EXTRACTED RECORDS ::
++++++

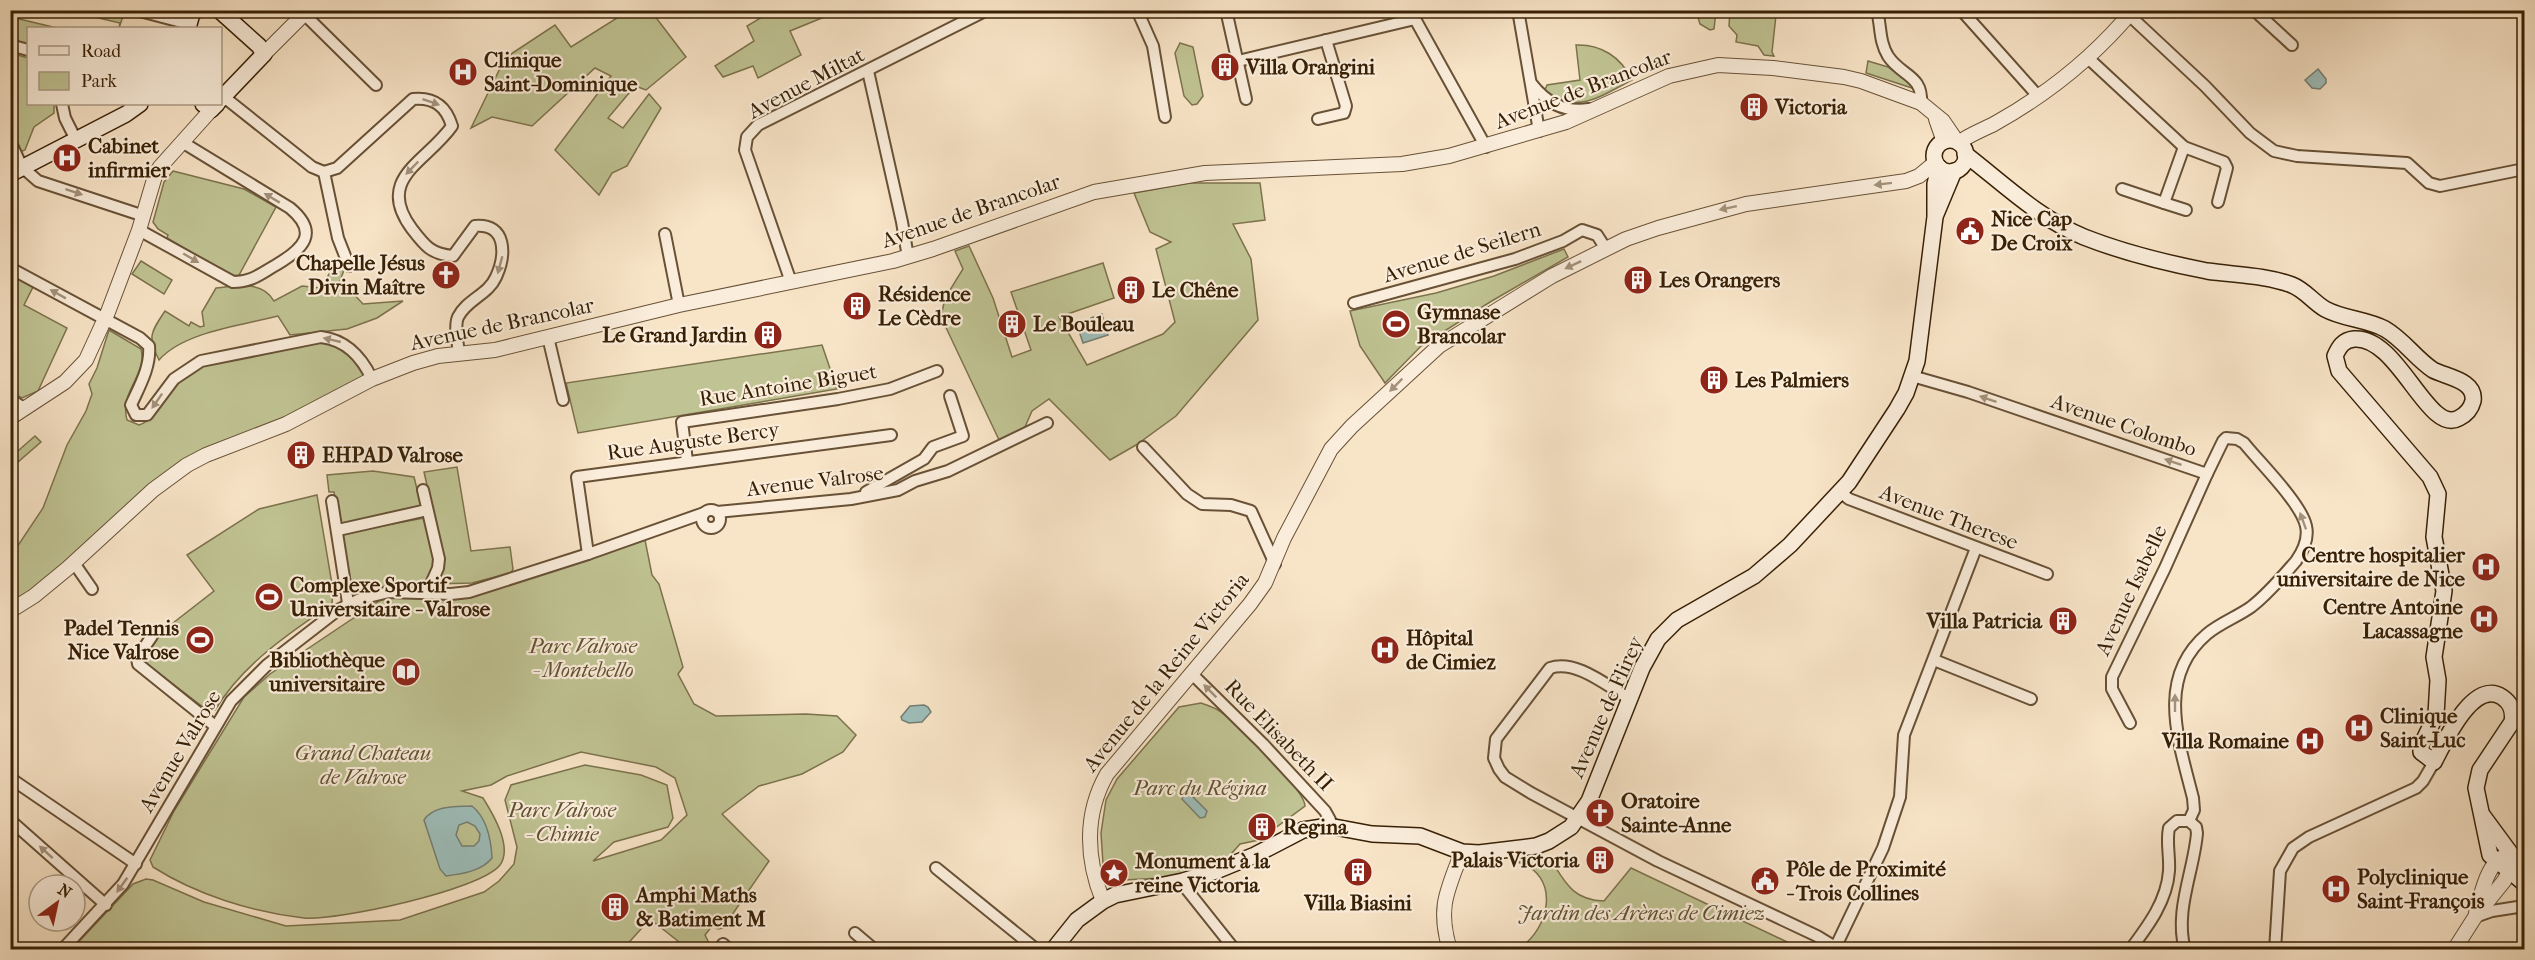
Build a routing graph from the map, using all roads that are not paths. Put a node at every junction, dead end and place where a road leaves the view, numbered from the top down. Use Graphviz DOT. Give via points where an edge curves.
graph roads {
  1 [pos="136,10"];
  2 [pos="219,10"];
  3 [pos="987,10"];
  4 [pos="1137,10"];
  5 [pos="1226,10"];
  6 [pos="1518,10"];
  7 [pos="2254,10"];
  8 [pos="306,12"];
  9 [pos="1963,12"];
  10 [pos="2131,13"];
  11 [pos="1414,15"];
  12 [pos="1878,15"];
  13 [pos="194,17"];
  14 [pos="1326,40"];
  15 [pos="10,45"];
  16 [pos="2292,45"];
  17 [pos="27,50"];
  18 [pos="264,54"];
  19 [pos="2088,58"];
  20 [pos="1238,61"];
  21 [pos="868,72"];
  22 [pos="1530,82"];
  23 [pos="376,84"];
  24 [pos="222,96"];
  25 [pos="2038,96"];
  26 [pos="1246,99"];
  27 [pos="62,105"];
  28 [pos="139,105"];
  29 [pos="213,105"];
  30 [pos="218,105"];
  31 [pos="1926,107"];
  32 [pos="1598,108"];
  33 [pos="1165,117"];
  34 [pos="1318,119"];
  35 [pos="1539,131"];
  36 [pos="76,140"];
  37 [pos="10,141"];
  38 [pos="182,142"];
  39 [pos="1486,147"];
  40 [pos="2184,147"];
  41 [pos="1958,148"];
  42 [pos="1947,167"];
  43 [pos="2524,169"];
  44 [pos="16,171"];
  45 [pos="324,172"];
  46 [pos="1991,174"];
  47 [pos="2122,189"];
  48 [pos="2218,202"];
  49 [pos="2164,203"];
  50 [pos="2186,210"];
  51 [pos="144,216"];
  52 [pos="139,230"];
  53 [pos="665,234"];
  54 [pos="1606,249"];
  55 [pos="908,257"];
  56 [pos="349,266"];
  57 [pos="10,268"];
  58 [pos="791,282"];
  59 [pos="1354,303"];
  60 [pos="680,305"];
  61 [pos="105,320"];
  62 [pos="548,337"];
  63 [pos="459,354"];
  64 [pos="937,371"];
  65 [pos="1912,376"];
  66 [pos="372,379"];
  67 [pos="950,396"];
  68 [pos="10,399"];
  69 [pos="563,400"];
  70 [pos="25,409"];
  71 [pos="10,418"];
  72 [pos="1047,423"];
  73 [pos="891,435"];
  74 [pos="1143,447"];
  75 [pos="687,460"];
  76 [pos="2207,474"];
  77 [pos="423,490"];
  78 [pos="1840,492"];
  79 [pos="851,499"];
  80 [pos="332,501"];
  81 [pos="427,510"];
  82 [pos="717,512"];
  83 [pos="704,513"];
  84 [pos="338,530"];
  85 [pos="1976,548"];
  86 [pos="588,554"];
  87 [pos="74,563"];
  88 [pos="1275,564"];
  89 [pos="2047,574"];
  90 [pos="92,589"];
  91 [pos="427,593"];
  92 [pos="348,603"];
  93 [pos="10,611"];
  94 [pos="152,636"];
  95 [pos="1934,660"];
  96 [pos="1192,674"];
  97 [pos="1630,699"];
  98 [pos="2031,699"];
  99 [pos="2130,723"];
  100 [pos="215,726"];
  101 [pos="2434,762"];
  102 [pos="10,778"];
  103 [pos="2481,814"];
  104 [pos="1579,818"];
  105 [pos="10,820"];
  106 [pos="2190,821"];
  107 [pos="1329,826"];
  108 [pos="1462,852"];
  109 [pos="2516,859"];
  110 [pos="2496,862"];
  111 [pos="136,864"];
  112 [pos="936,867"];
  113 [pos="2510,873"];
  114 [pos="1183,881"];
  115 [pos="2524,883"];
  116 [pos="1103,901"];
  117 [pos="106,905"];
  118 [pos="2524,906"];
  119 [pos="2475,917"];
  120 [pos="855,933"];
  121 [pos="1838,948"];
  122 [pos="62,950"];
  123 [pos="874,950"];
  124 [pos="1037,950"];
  125 [pos="1053,950"];
  126 [pos="1235,950"];
  127 [pos="1450,950"];
  128 [pos="2130,950"];
  129 [pos="2185,950"];
  130 [pos="2275,950"];
  131 [pos="2454,950"];
  1 -- 13 [label="street"];
  2 -- 18 [label="main road"];
  3 -- 21 [label="street, Avenue Miltat"];
  4 -- 33 [label="street" via="1153,46"];
  5 -- 20 [label="street"];
  6 -- 22 [label="street"];
  7 -- 16 [label="street"];
  8 -- 18 [label="street"];
  8 -- 23 [label="street"];
  9 -- 25 [label="street"];
  10 -- 19 [label="street"];
  10 -- 43 [label="street" via="2250,133 2274,151 2296,156 2407,163 2429,183 2440,186"];
  11 -- 14 [label="street"];
  11 -- 39 [label="street"];
  12 -- 31 [label="street" via="1882,44 1895,65 1919,85"];
  14 -- 20 [label="street"];
  14 -- 34 [label="street" via="1346,106 1344,112"];
  15 -- 17 [label="street"];
  18 -- 24 [label="main road"];
  19 -- 25 [label="street"];
  19 -- 40 [label="street"];
  20 -- 26 [label="street"];
  21 -- 55 [label="street"];
  21 -- 58 [label="street, Avenue Miltat" via="758,125 747,137 745,150"];
  22 -- 32 [label="street" via="1560,108"];
  22 -- 35 [label="street"];
  25 -- 41 [label="street" via="1970,134"];
  27 -- 36 [label="street"];
  28 -- 36 [label="main road"];
  29 -- 38 [label="street"];
  30 -- 45 [label="street" via="312,168"];
  31 -- 32 [label="street, Avenue de Brancolar" via="1901,94 1844,76 1729,65 1670,76"];
  31 -- 41 [label="street"];
  32 -- 35 [label="street, Avenue de Brancolar"];
  35 -- 39 [label="street, Avenue de Brancolar"];
  36 -- 44 [label="main road"];
  37 -- 44 [label="street"];
  38 -- 51 [label="street" via="155,176"];
  52 -- 38 [label="street, one-way" via="233,282 247,282 296,254 305,241 307,229 290,208"];
  39 -- 55 [label="street, Avenue de Brancolar" via="1402,164 1205,173 1102,190"];
  40 -- 48 [label="street" via="2224,162 2227,168"];
  40 -- 49 [label="street"];
  41 -- 42 [label="main road" via="1964,163"];
  41 -- 42 [label="main road" via="1936,149"];
  41 -- 46 [label="main road"];
  42 -- 46 [label="main road"];
  42 -- 54 [label="street, Avenue de la Reine Victoria, one-way" via="1906,182 1725,209 1658,228"];
  42 -- 65 [label="main road, Avenue de Flirey" via="1934,201 1920,337"];
  44 -- 51 [label="street, one-way"];
  45 -- 56 [label="street" via="338,238"];
  45 -- 63 [label="street, one-way" via="337,168 413,99 426,98 448,113 452,126 402,180 398,196 408,225 436,254 453,256 475,226 484,225 502,241 496,278 480,297 465,305 457,320"];
  46 -- 101 [label="main road" via="2048,220 2097,242 2205,270 2292,285 2335,314 2383,329 2430,367 2467,386 2473,401 2468,411 2455,420 2446,420 2433,412 2380,346 2351,339 2344,342 2335,356 2339,371 2430,477 2438,494 2434,537 2444,591 2434,657 2438,696 2436,715 2421,748 2423,755"];
  47 -- 49 [label="street"];
  49 -- 50 [label="street"];
  51 -- 52 [label="street"];
  52 -- 61 [label="street"];
  53 -- 60 [label="street"];
  54 -- 59 [label="street, Avenue de Seilern" via="1596,235 1582,231 1515,259"];
  54 -- 88 [label="street, Avenue de la Reine Victoria, one-way" via="1552,276 1475,323 1411,370 1331,449 1284,538"];
  55 -- 58 [label="street, Avenue de Brancolar"];
  61 -- 57 [label="street, one-way"];
  58 -- 60 [label="street, Avenue de Brancolar"];
  60 -- 62 [label="street, Avenue de Brancolar"];
  66 -- 61 [label="street, one-way" via="345,344 321,337 201,361 174,379 147,415 136,415 131,405 143,378 149,346"];
  61 -- 70 [label="street" via="81,369"];
  62 -- 63 [label="street, Avenue de Brancolar"];
  62 -- 69 [label="street"];
  63 -- 66 [label="street, Avenue de Brancolar" via="428,358"];
  64 -- 75 [label="street, Rue Antoine Biguet" via="890,388 838,399 682,422"];
  76 -- 65 [label="street, Avenue Colombo, one-way"];
  65 -- 78 [label="main road, Avenue de Flirey" via="1866,459"];
  66 -- 87 [label="street, Avenue de Brancolar" via="286,424 187,465 153,490"];
  67 -- 79 [label="street" via="963,436 933,447 924,459"];
  68 -- 70 [label="street"];
  70 -- 71 [label="street"];
  72 -- 79 [label="street, Avenue Valrose" via="948,471 898,490"];
  73 -- 75 [label="street, Rue Auguste Bercy"];
  74 -- 88 [label="street" via="1187,494 1202,504 1231,505 1251,511"];
  75 -- 86 [label="street, Rue Auguste Bercy" via="577,477"];
  76 -- 99 [label="street, Avenue Isabelle" via="2112,677 2112,689"];
  106 -- 76 [label="street, Avenue Colombo, one-way" via="2193,798 2175,716 2175,691 2182,671 2207,634 2249,608 2296,561 2307,534 2295,505 2244,443 2226,438"];
  77 -- 81 [label="street"];
  78 -- 85 [label="street, Avenue Therese" via="1849,499"];
  78 -- 97 [label="main road, Avenue de Flirey" via="1767,566 1667,628 1647,657"];
  79 -- 82 [label="street, Avenue Valrose"];
  80 -- 84 [label="street"];
  81 -- 84 [label="street"];
  81 -- 91 [label="street" via="439,560"];
  82 -- 83 [label="street, Avenue Valrose"];
  82 -- 83 [label="street" via="720,520 713,528 703,523"];
  83 -- 86 [label="street, Avenue Valrose"];
  84 -- 92 [label="street"];
  85 -- 89 [label="street, Avenue Therese"];
  85 -- 95 [label="street"];
  86 -- 91 [label="street, Avenue Valrose" via="469,592"];
  87 -- 90 [label="street"];
  87 -- 93 [label="street, Avenue de Brancolar"];
  88 -- 96 [label="street, Avenue de la Reine Victoria" via="1250,604"];
  91 -- 92 [label="street, Avenue Valrose" via="389,592"];
  92 -- 100 [label="street, Avenue Valrose" via="248,682"];
  94 -- 100 [label="street" via="137,658 138,664"];
  95 -- 98 [label="street"];
  95 -- 121 [label="street" via="1904,735 1900,797 1883,849"];
  107 -- 96 [label="street, Rue Elisabeth II, one-way" via="1325,811"];
  96 -- 116 [label="street, Avenue de la Reine Victoria" via="1097,791 1091,813 1091,843 1094,876"];
  97 -- 104 [label="main road, Avenue de Flirey"];
  97 -- 104 [label="street" via="1572,666 1561,664 1550,668 1496,739 1494,758 1505,777"];
  100 -- 111 [label="street, Avenue Valrose"];
  101 -- 103 [label="main road" via="2452,727 2478,697 2489,693 2508,703 2513,712 2511,722 2477,778"];
  101 -- 130 [label="street" via="2416,789 2309,837 2294,848 2280,871"];
  102 -- 111 [label="street"];
  103 -- 109 [label="main road"];
  103 -- 110 [label="main road" via="2488,851"];
  104 -- 108 [label="main road" via="1561,835 1536,846"];
  104 -- 121 [label="street"];
  117 -- 105 [label="street, one-way"];
  106 -- 128 [label="street" via="2177,821 2169,828 2166,889"];
  106 -- 129 [label="street" via="2197,833 2182,929"];
  107 -- 108 [label="main road" via="1372,834 1420,836"];
  107 -- 114 [label="main road" via="1303,830 1245,860"];
  108 -- 127 [label="street" via="1443,913"];
  109 -- 110 [label="street" via="2503,855"];
  109 -- 113 [label="street"];
  110 -- 113 [label="main road"];
  110 -- 119 [label="street"];
  111 -- 117 [label="street, Avenue Valrose, one-way"];
  112 -- 124 [label="street"];
  113 -- 115 [label="main road"];
  113 -- 119 [label="street"];
  114 -- 116 [label="main road" via="1122,893"];
  114 -- 126 [label="street"];
  116 -- 125 [label="main road" via="1077,920"];
  117 -- 122 [label="street, Avenue Valrose"];
  118 -- 119 [label="street"];
  119 -- 131 [label="street"];
  120 -- 123 [label="street"];
}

++++++

EXERCISE PROMPT ::
In the lines above, find the word "Colombo" and copy each line that contains it.

RESULT OF THIS TASK ::
  76 -- 65 [label="street, Avenue Colombo, one-way"];
  106 -- 76 [label="street, Avenue Colombo, one-way" via="2193,798 2175,716 2175,691 2182,671 2207,634 2249,608 2296,561 2307,534 2295,505 2244,443 2226,438"];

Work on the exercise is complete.